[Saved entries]
---------------

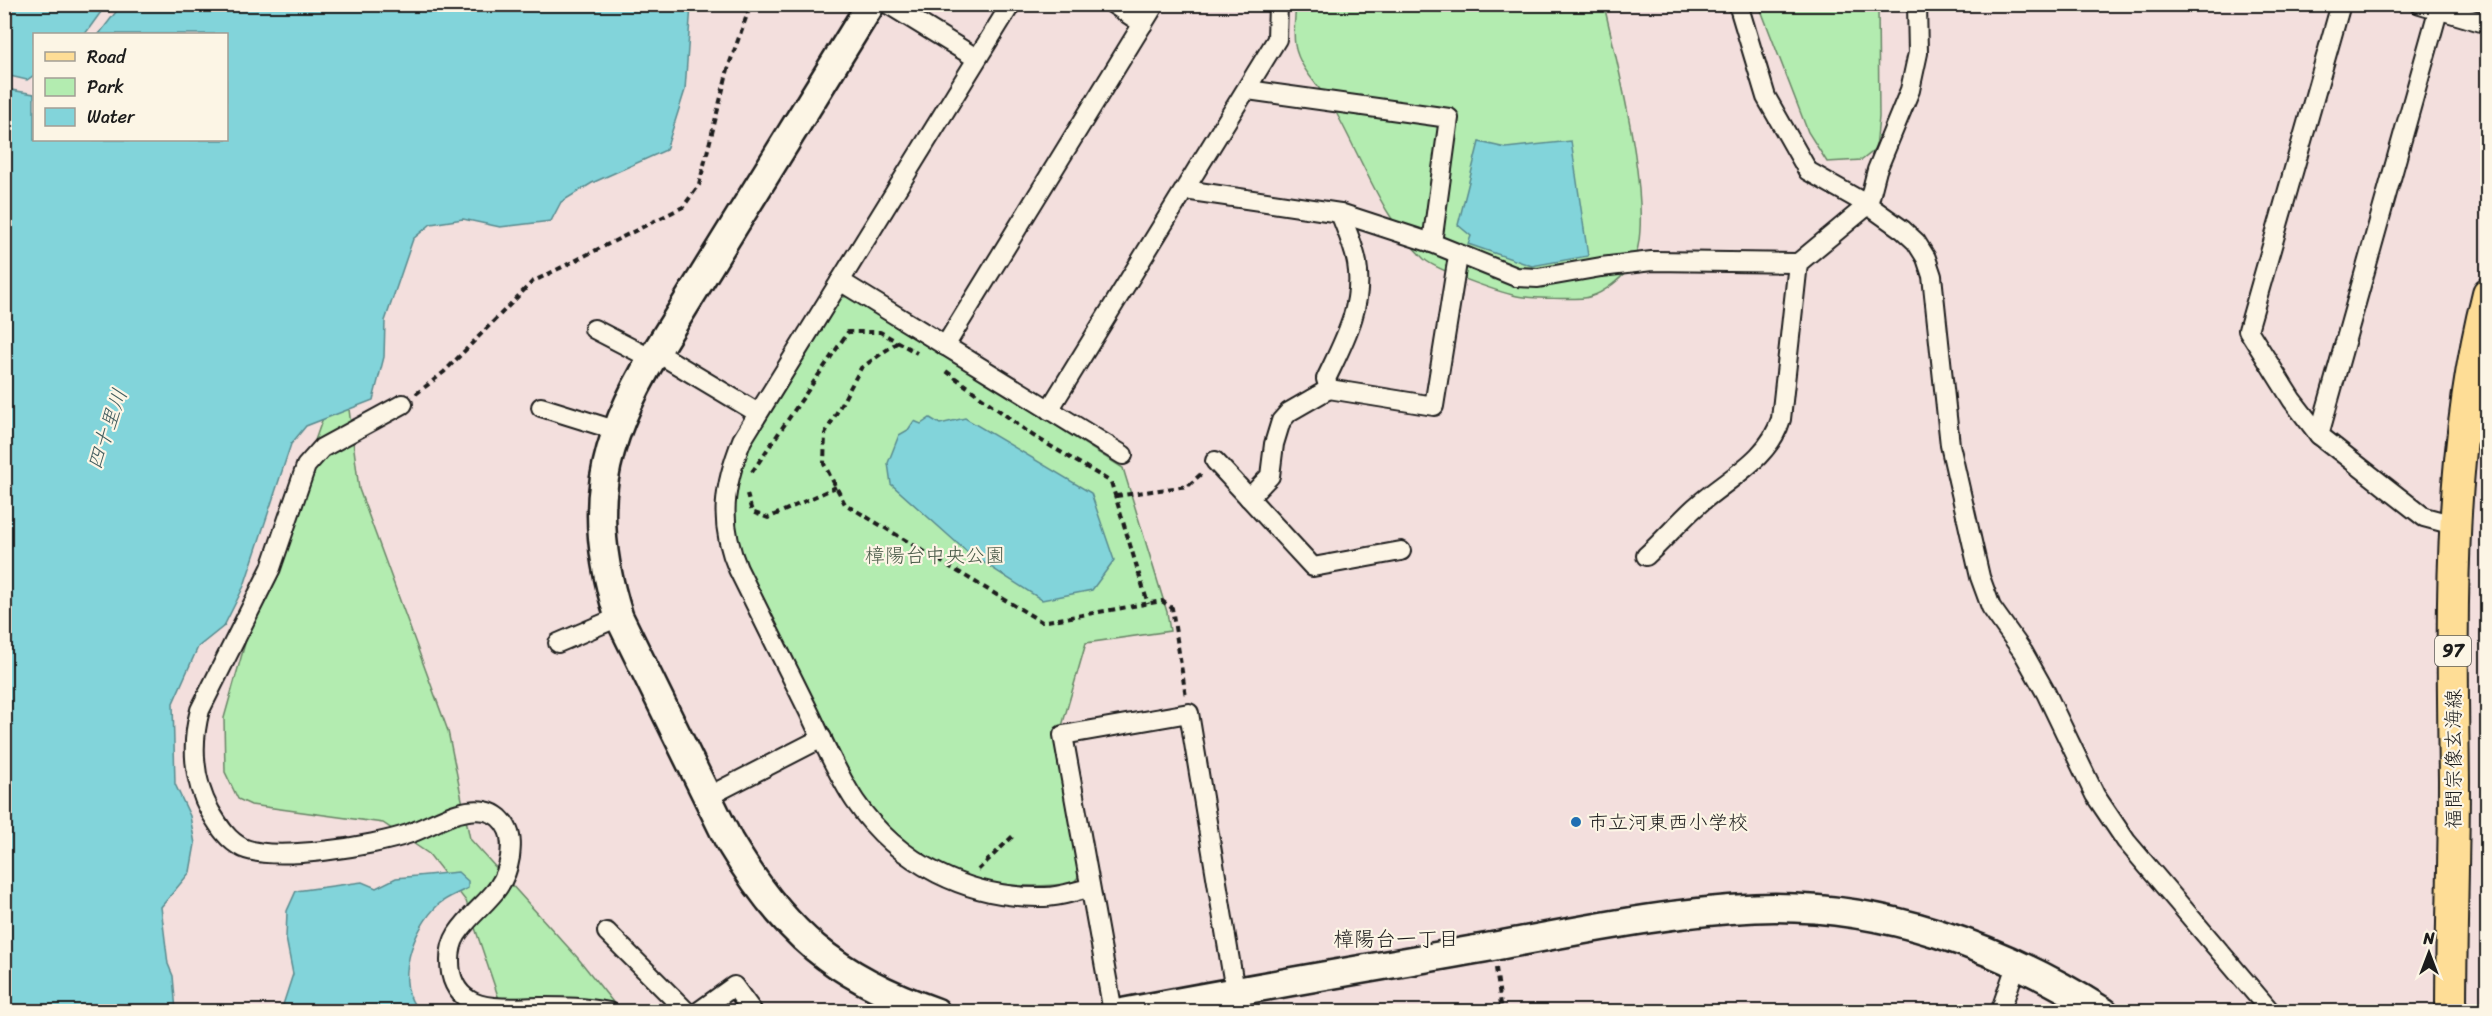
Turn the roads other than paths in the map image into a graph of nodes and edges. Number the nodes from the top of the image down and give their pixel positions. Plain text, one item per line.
1 (871, 4) edge
2 (888, 4) edge
3 (1011, 4) edge
4 (1113, 4) edge
5 (1155, 4) edge
6 (1278, 4) edge
7 (1738, 4) edge
8 (1917, 4) edge
9 (2341, 4) edge
10 (2420, 4) edge
11 (2439, 7) edge
12 (1143, 24) junction
13 (2487, 24) edge
14 (976, 58) junction
15 (1248, 90) junction
16 (1185, 190) junction
17 (1869, 205) junction
18 (1340, 213) junction
19 (1432, 243) junction
20 (1458, 256) junction
21 (1798, 262) junction
22 (840, 281) junction
23 (2487, 293) edge
24 (594, 329) dead end
25 (945, 346) junction
26 (654, 356) junction
27 (1329, 389) junction
28 (403, 404) road end
29 (541, 407) dead end
30 (1049, 410) junction
31 (758, 413) junction
32 (615, 430) junction
33 (2319, 435) junction
34 (1123, 455) dead end
35 (1215, 461) road end
36 (1249, 498) junction
37 (2454, 525) junction
38 (1401, 551) dead end
39 (1646, 556) dead end
40 (619, 617) junction
41 (558, 643) dead end
42 (822, 738) junction
43 (707, 797) junction
44 (1090, 888) junction
45 (607, 932) dead end
46 (2017, 963) junction
47 (1235, 991) junction
48 (609, 1011) edge
49 (687, 1011) edge
50 (698, 1011) edge
51 (753, 1011) edge
52 (936, 1011) edge
53 (1113, 1011) edge
54 (1125, 1011) edge
55 (2000, 1011) edge
56 (2104, 1011) edge
57 (2271, 1011) edge
58 (2451, 1011) edge

1 - 26 street
2 - 14 street
3 - 14 street
4 - 12 street
5 - 12 street
6 - 15 street
7 - 17 street
8 - 17 street
9 - 33 street
10 - 11 street
11 - 13 street
11 - 33 street
12 - 25 street
14 - 22 street
15 - 16 street
15 - 19 street
16 - 18 street
16 - 30 street
17 - 21 street
17 - 57 street
18 - 19 street
18 - 27 street
19 - 20 street
20 - 21 street
20 - 27 street
21 - 39 street
22 - 25 street
22 - 31 street
23 - 37 main road, 福間宗像玄海線 / 97
24 - 26 street
25 - 30 street
26 - 31 street
26 - 32 street
27 - 36 street
28 - 48 street
29 - 32 street
30 - 34 street
31 - 42 street
32 - 40 street
33 - 37 street
35 - 36 street
36 - 38 street
37 - 58 main road, 福間宗像玄海線 / 97
40 - 41 street
40 - 43 street
42 - 43 street
42 - 44 street
43 - 52 street
44 - 47 street
44 - 53 street
45 - 49 street
46 - 47 street
46 - 55 street
46 - 56 street
47 - 54 street
50 - 51 street

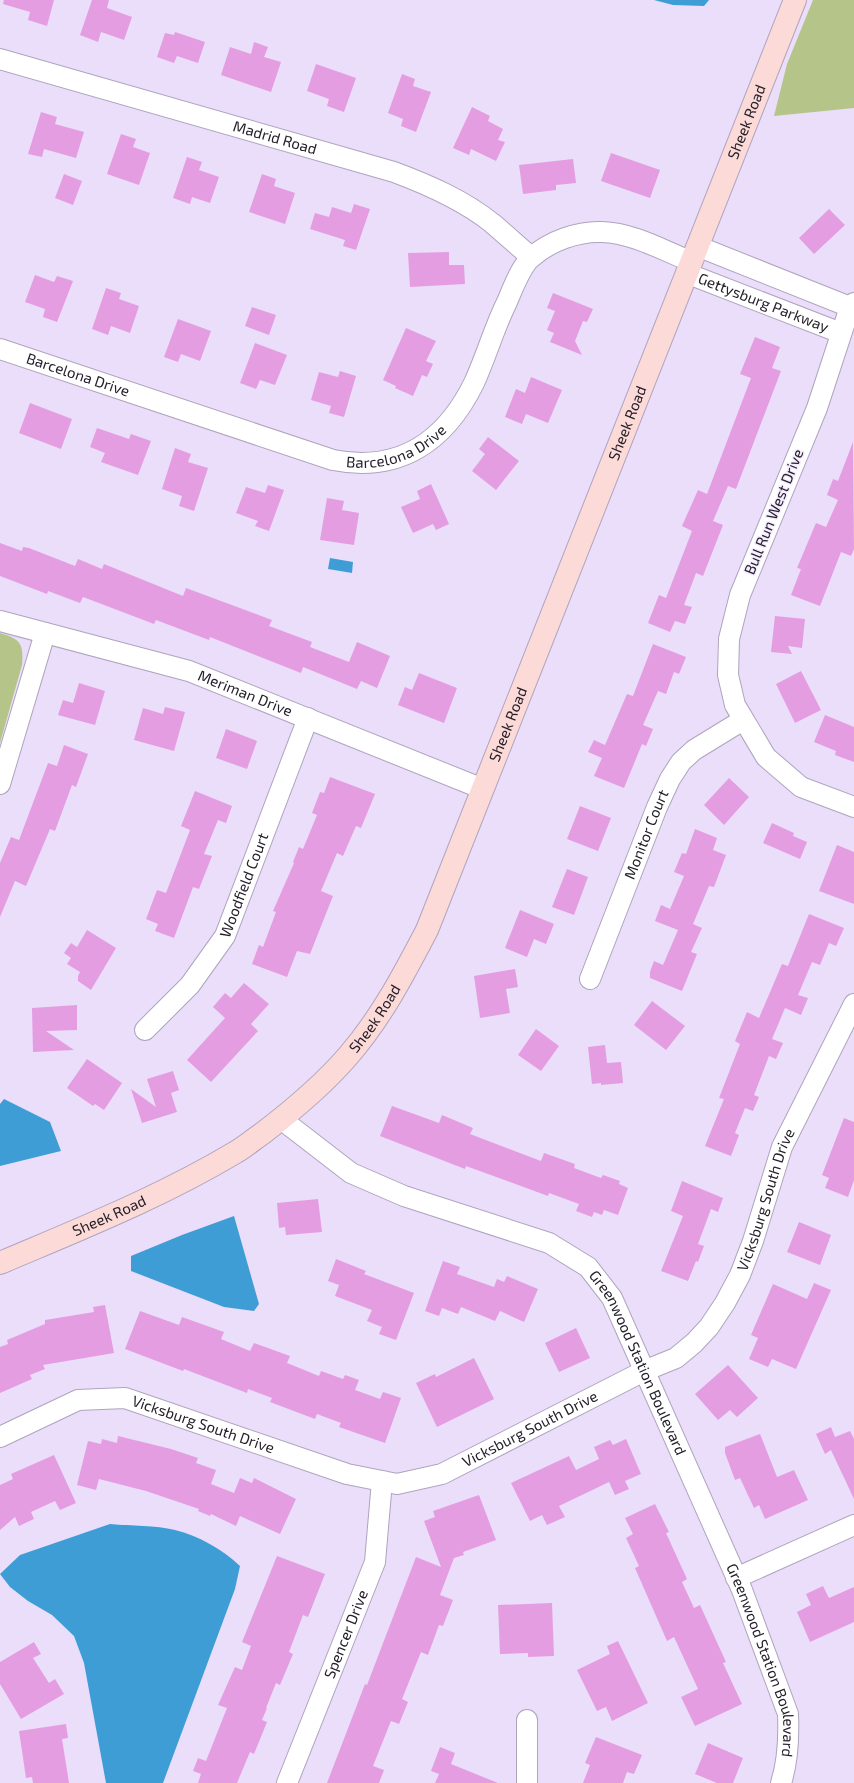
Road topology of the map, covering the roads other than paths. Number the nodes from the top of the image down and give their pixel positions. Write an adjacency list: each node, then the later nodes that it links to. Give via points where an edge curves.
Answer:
1 (795, 0): 4 (street, Sheek Road)
2 (0, 59): 3 (street, Madrid Road, via 394,172 427,184 458,200 491,222)
3 (531, 257): 4 (street, Barcelona Drive, via 558,241 582,233 602,232 627,235); 7 (street, Barcelona Drive, via 516,280 474,383 457,413 441,432 417,449 400,458 374,463 353,464 333,460)
4 (691, 260): 5 (street, Gettysburg Parkway); 6 (street, Gettysburg Parkway); 13 (street, Sheek Road)
5 (852, 305): 6 (street, Bull Run West Drive)
6 (841, 333): 11 (street, Bull Run West Drive, via 817,408 740,595 729,639 728,675 735,705)
7 (0, 349)
8 (0, 621): 9 (street, Meriman Drive)
9 (45, 633): 10 (street, Meriman Drive, via 189,671); 12 (street)
10 (308, 718): 13 (street, Meriman Drive); 17 (street, Woodfield Court, via 225,936 190,985)
11 (743, 720): 14 (street, Bull Run West Drive, via 766,757 801,787); 15 (street, Monitor Court, via 694,750 681,762 670,779)
12 (0, 784)
13 (483, 789): 18 (street, Sheek Road, via 427,930 398,986 349,1055 328,1078)
14 (854, 807)
15 (590, 979)
16 (854, 1004): 20 (street, Vicksburg South Drive, via 782,1147 753,1240 740,1275 725,1303 709,1327 688,1348 676,1358)
17 (145, 1030)
18 (281, 1119): 19 (street, Sheek Road, via 237,1152 171,1187); 20 (street, Greenwood Station Boulevard, via 351,1173 404,1196 549,1243 588,1267 612,1298)
19 (0, 1263)
20 (644, 1371): 22 (street, Vicksburg South Drive, via 442,1474 397,1484); 24 (street, Greenwood Station Boulevard)
21 (0, 1437): 22 (street, Vicksburg South Drive, via 78,1400 125,1398 347,1474)
22 (382, 1481): 26 (street, Spencer Drive, via 375,1562)
23 (854, 1525): 24 (street)
24 (736, 1578): 28 (street, Greenwood Station Boulevard, via 788,1714 789,1732)
25 (527, 1720): 27 (street)
26 (287, 1783)
27 (527, 1783)
28 (781, 1783)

---------------

### AIM OF THE EXERCISE
What lines in the entries above hold "paths"? Copy every one.

### WRITTEN ANSWER
Turn the roads other than paths in the map image into a graph of nodes and edges. Number the nodes from the top of the image down and give their pixel positions. Plain text, one item per line.
Road topology of the map, covering the roads other than paths. Number the nodes from the top of the image down and give their pixel positions. Write an adjacency list: each node, then the later nodes that it links to. Give via points where an edge curves.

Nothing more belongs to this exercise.